### Exercise instructions
Your copy of the entries must be exact, and it must not include the pictures.

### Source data
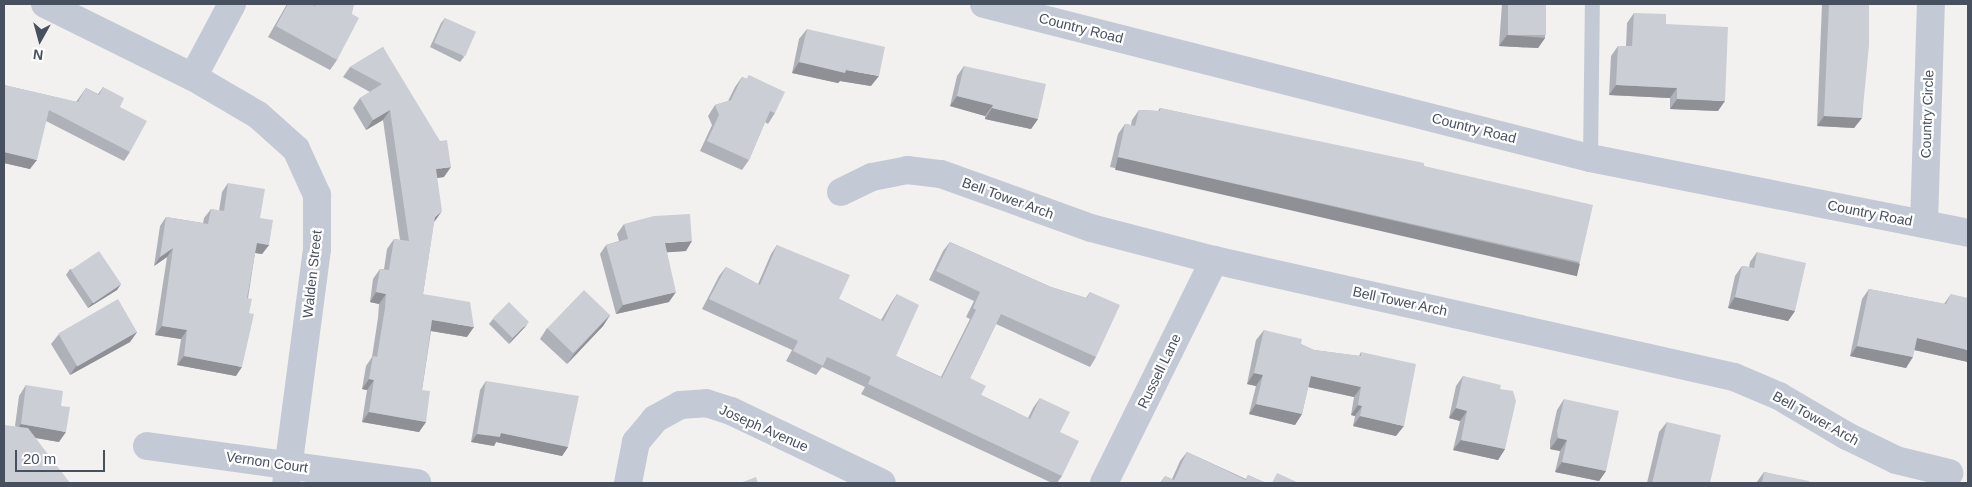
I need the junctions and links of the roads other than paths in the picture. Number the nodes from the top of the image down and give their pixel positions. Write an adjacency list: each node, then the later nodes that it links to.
1 (45, 4): 6 (street, Walden Street)
2 (232, 4): 6 (street)
3 (984, 4): 7 (street, Country Road)
4 (1592, 4): 7 (lane)
5 (1931, 4): 9 (street, Country Circle)
6 (193, 77): 14 (street, Walden Street)
7 (1590, 158): 9 (street, Country Road)
8 (841, 192): 11 (street, Bell Tower Arch)
9 (1924, 224): 10 (street, Country Road)
10 (1968, 233)
11 (1214, 260): 13 (street, Bell Tower Arch); 18 (street, Russell Lane)
12 (147, 446): 14 (street, Vernon Court)
13 (1950, 473)
14 (287, 474): 15 (street, Vernon Court)
15 (417, 483)
16 (628, 483): 17 (street, Joseph Avenue)
17 (882, 483)
18 (1104, 483)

### Solution
I need the junctions and links of the roads other than paths in the picture. Number the nodes from the top of the image down and give their pixel positions. Write an adjacency list: each node, then the later nodes that it links to.
1 (45, 4): 6 (street, Walden Street)
2 (232, 4): 6 (street)
3 (984, 4): 7 (street, Country Road)
4 (1592, 4): 7 (lane)
5 (1931, 4): 9 (street, Country Circle)
6 (193, 77): 14 (street, Walden Street)
7 (1590, 158): 9 (street, Country Road)
8 (841, 192): 11 (street, Bell Tower Arch)
9 (1924, 224): 10 (street, Country Road)
10 (1968, 233)
11 (1214, 260): 13 (street, Bell Tower Arch); 18 (street, Russell Lane)
12 (147, 446): 14 (street, Vernon Court)
13 (1950, 473)
14 (287, 474): 15 (street, Vernon Court)
15 (417, 483)
16 (628, 483): 17 (street, Joseph Avenue)
17 (882, 483)
18 (1104, 483)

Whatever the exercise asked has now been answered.